2024-04-19 - Version 1.1

This release fixes several issues reported by users since last release and adds
some new features:

• Add cluster version mismatch check if --cluster is used.
• Add a check to ensure a data anonymization extension is installed
  (extensions searched in session_preload_libraries: pg_anonymize or anon).
• Add check to ensure tablespace location is not inside the PGDATA.
• Add statistics about checksum failures if any.
• Double check the Unix socket permission on disk
• Add check to ensure that the public schema is protected in all database.
  Thanks to Julien Rouhaud for the report.

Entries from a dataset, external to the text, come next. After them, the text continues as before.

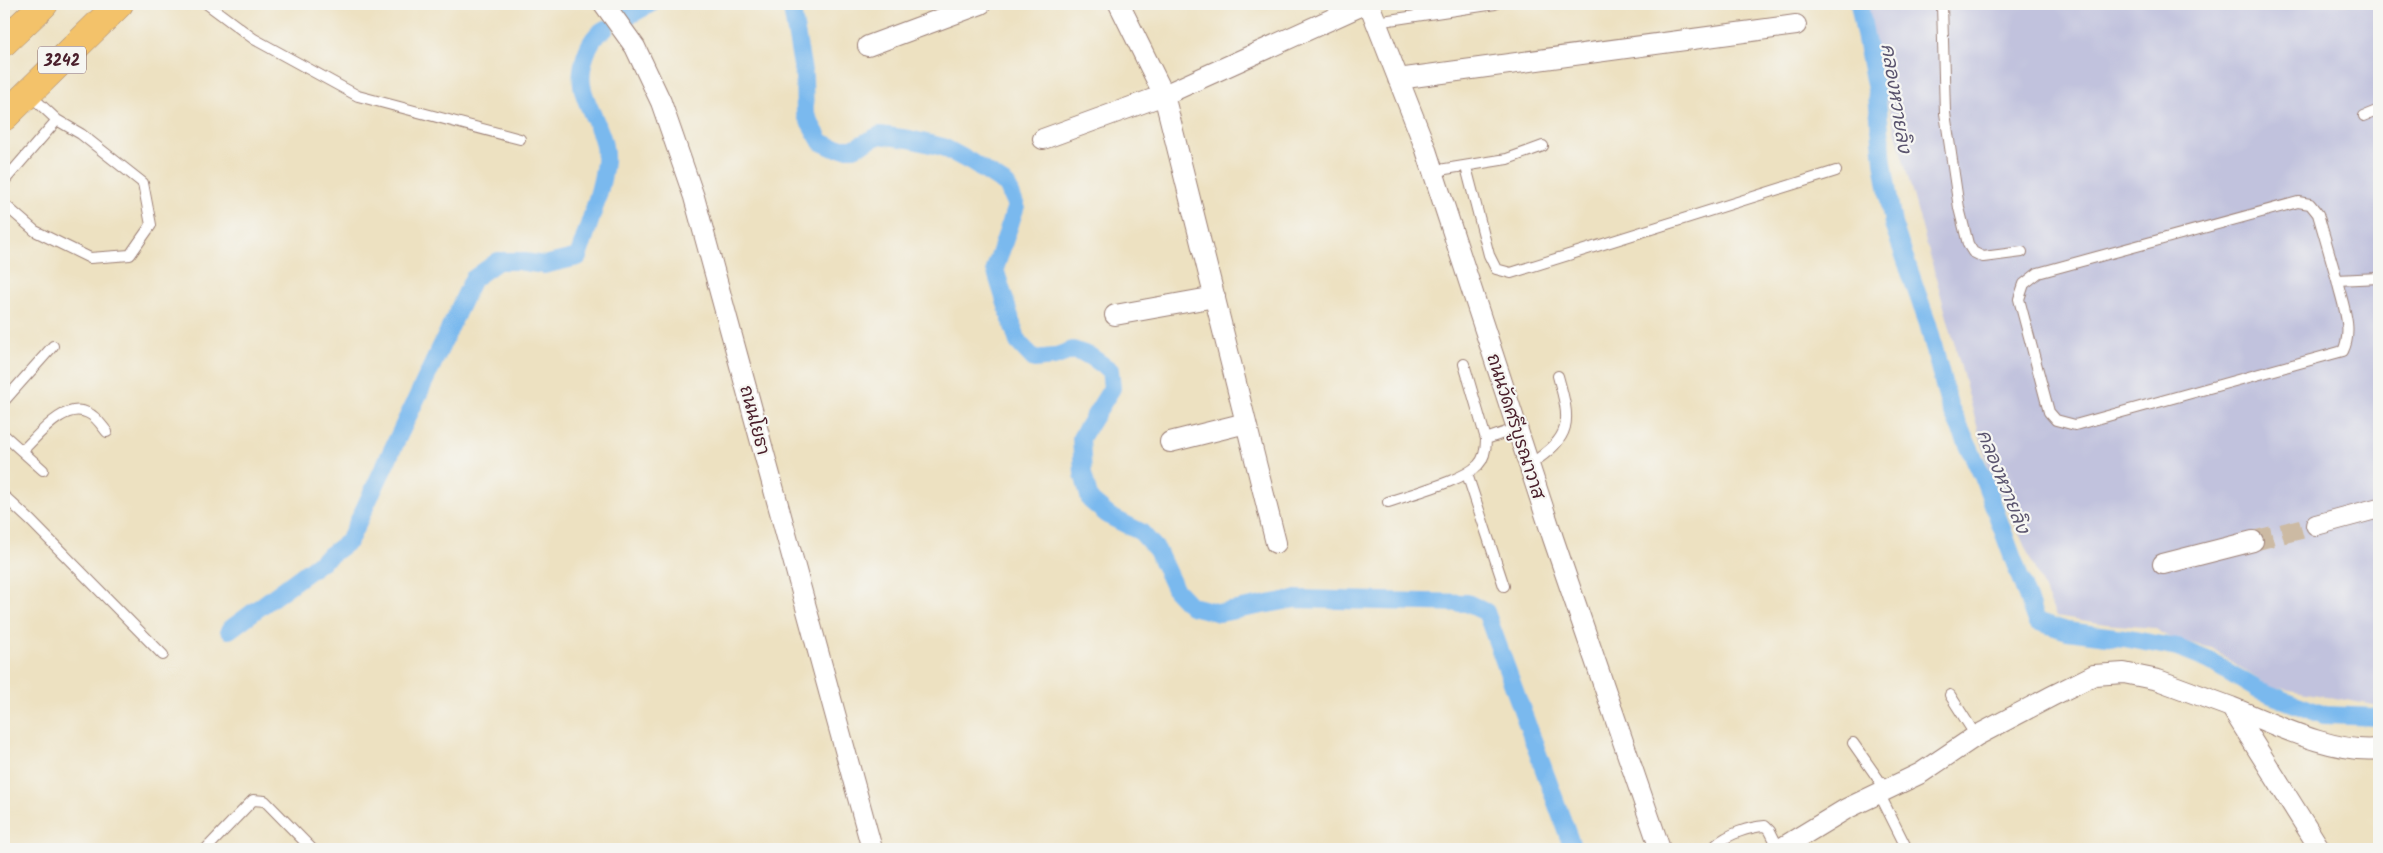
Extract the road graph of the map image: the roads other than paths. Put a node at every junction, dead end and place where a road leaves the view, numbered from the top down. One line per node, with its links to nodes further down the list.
1 (44, 4): 11 (main road)
2 (120, 4): 14 (main road, 3242)
3 (207, 4): 21 (lane)
4 (604, 4): 64 (street, ถนนโยธา)
5 (981, 4): 12 (street)
6 (1119, 4): 15 (street)
7 (1495, 4): 9 (lane)
8 (1942, 4): 28 (lane)
9 (1370, 10): 13 (street, ถนนวัดศรีบูรณาวาส); 15 (street)
10 (1796, 24): 13 (street)
11 (4, 42)
12 (868, 46)
13 (1398, 79): 25 (street, ถนนวัดศรีบูรณาวาส)
14 (28, 93): 18 (main road, 3242); 19 (lane)
15 (1164, 94): 20 (street); 31 (street)
16 (2379, 110): 17 (lane)
17 (2364, 116)
18 (4, 117)
19 (57, 120): 26 (lane); 27 (lane)
20 (1043, 138)
21 (520, 139)
22 (1543, 146): 23 (lane)
23 (1466, 167): 24 (lane); 25 (lane)
24 (1836, 170)
25 (1433, 171): 38 (street, ถนนวัดศรีบูรณาวาส)
26 (4, 181)
27 (4, 204)
28 (2022, 252)
29 (2379, 278): 30 (lane)
30 (2337, 280): 30 (lane)
31 (1215, 296): 32 (street); 37 (street)
32 (1115, 314)
33 (53, 346): 36 (lane)
34 (1464, 364): 41 (lane)
35 (1558, 376): 44 (lane)
36 (4, 401)
37 (1246, 422): 42 (street); 52 (street)
38 (1518, 428): 41 (lane); 44 (street, ถนนวัดศรีบูรณาวาส)
39 (107, 432): 43 (lane)
40 (4, 435): 43 (lane)
41 (1486, 439): 46 (lane)
42 (1170, 442)
43 (22, 451): 45 (lane)
44 (1529, 465): 65 (street, ถนนวัดศรีบูรณาวาส)
45 (43, 470)
46 (1466, 474): 48 (lane); 54 (lane)
47 (4, 496): 55 (lane)
48 (1388, 502)
49 (2379, 508): 50 (street)
50 (2316, 525)
51 (2253, 541): 53 (street)
52 (1276, 543)
53 (2164, 564)
54 (1504, 586)
55 (163, 655)
56 (1950, 695): 58 (lane)
57 (2231, 707): 58 (street); 60 (street); 69 (street)
58 (1976, 736): 61 (street)
59 (1853, 744): 61 (lane)
60 (2379, 749)
61 (1882, 791): 67 (street); 68 (lane)
62 (206, 849): 63 (lane)
63 (312, 849)
64 (872, 849)
65 (1660, 849)
66 (1716, 849): 67 (lane)
67 (1780, 849)
68 (1907, 849)
69 (2320, 849)

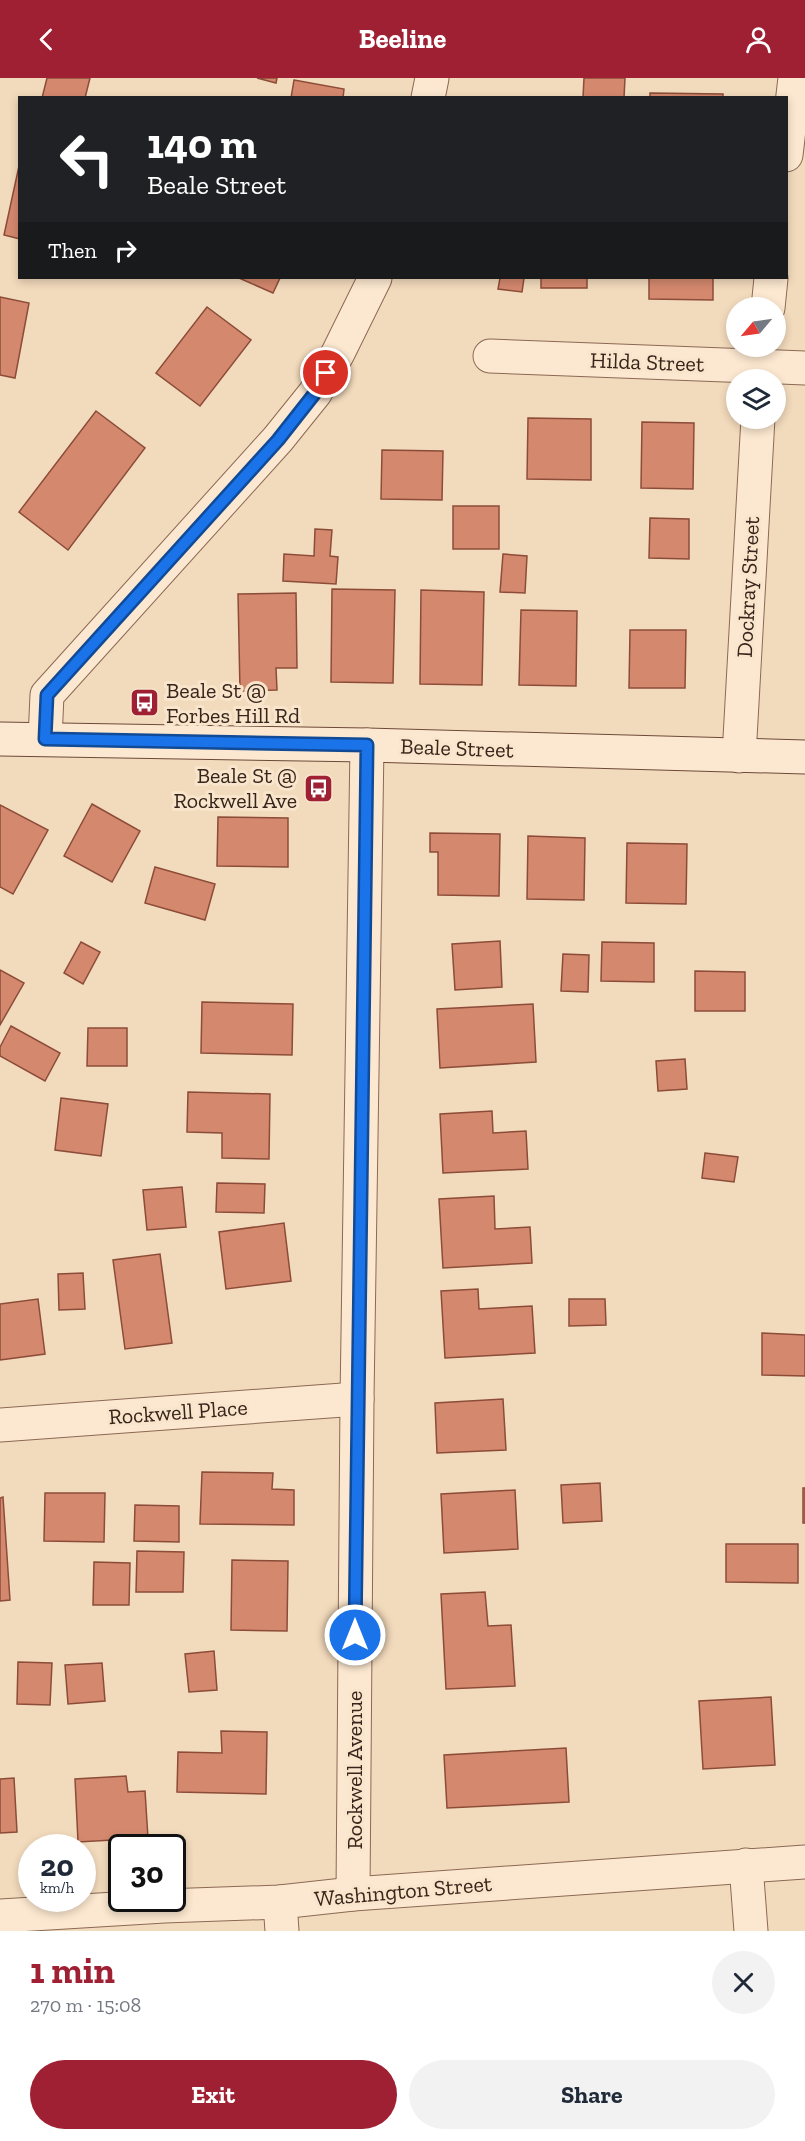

Here is the list of changes:

• Fix check for versions shows success when using an unprivileged user.
  Thanks to Avinash Vallarapu for the report.
• Fix incorrect status for Checksum check when user has insufficient
  permission to use the PGDATA. Thanks to Avinash Vallarapu for the patch.
• Redirect ls command error to /dev/null for tablespace check. Thanks to
  Avinash Vallarapu for the report.
• Fix typo in psql command. Thanks to Avinash Vallarapu for the report.
• Mark last tablespace check as not from CIS Benchmark
• Fix number of checks done by pgdsat in documentation
• Verify that all necessary commands are available from $PATH.
• Review the way collapse id is generated.
• Verify at beginning that the connection user is really superuser. Thanks
  to Julien Rouhaud for the report.
• Use pg_controldata to verify checksum instead of pg_checksums for
  performances reason. Thanks to Julien Rouhaud for the report.
• Force use of -X with psql command to avoid looking at .psqlrc. Thanks to
  Julien Rouhaud for the patch.
• Remove the source option, not implemented yet.

Version 1.0

2024-04-08 Version 1.0

• Initial version.

Thanks to Julien Rouhaud for the review.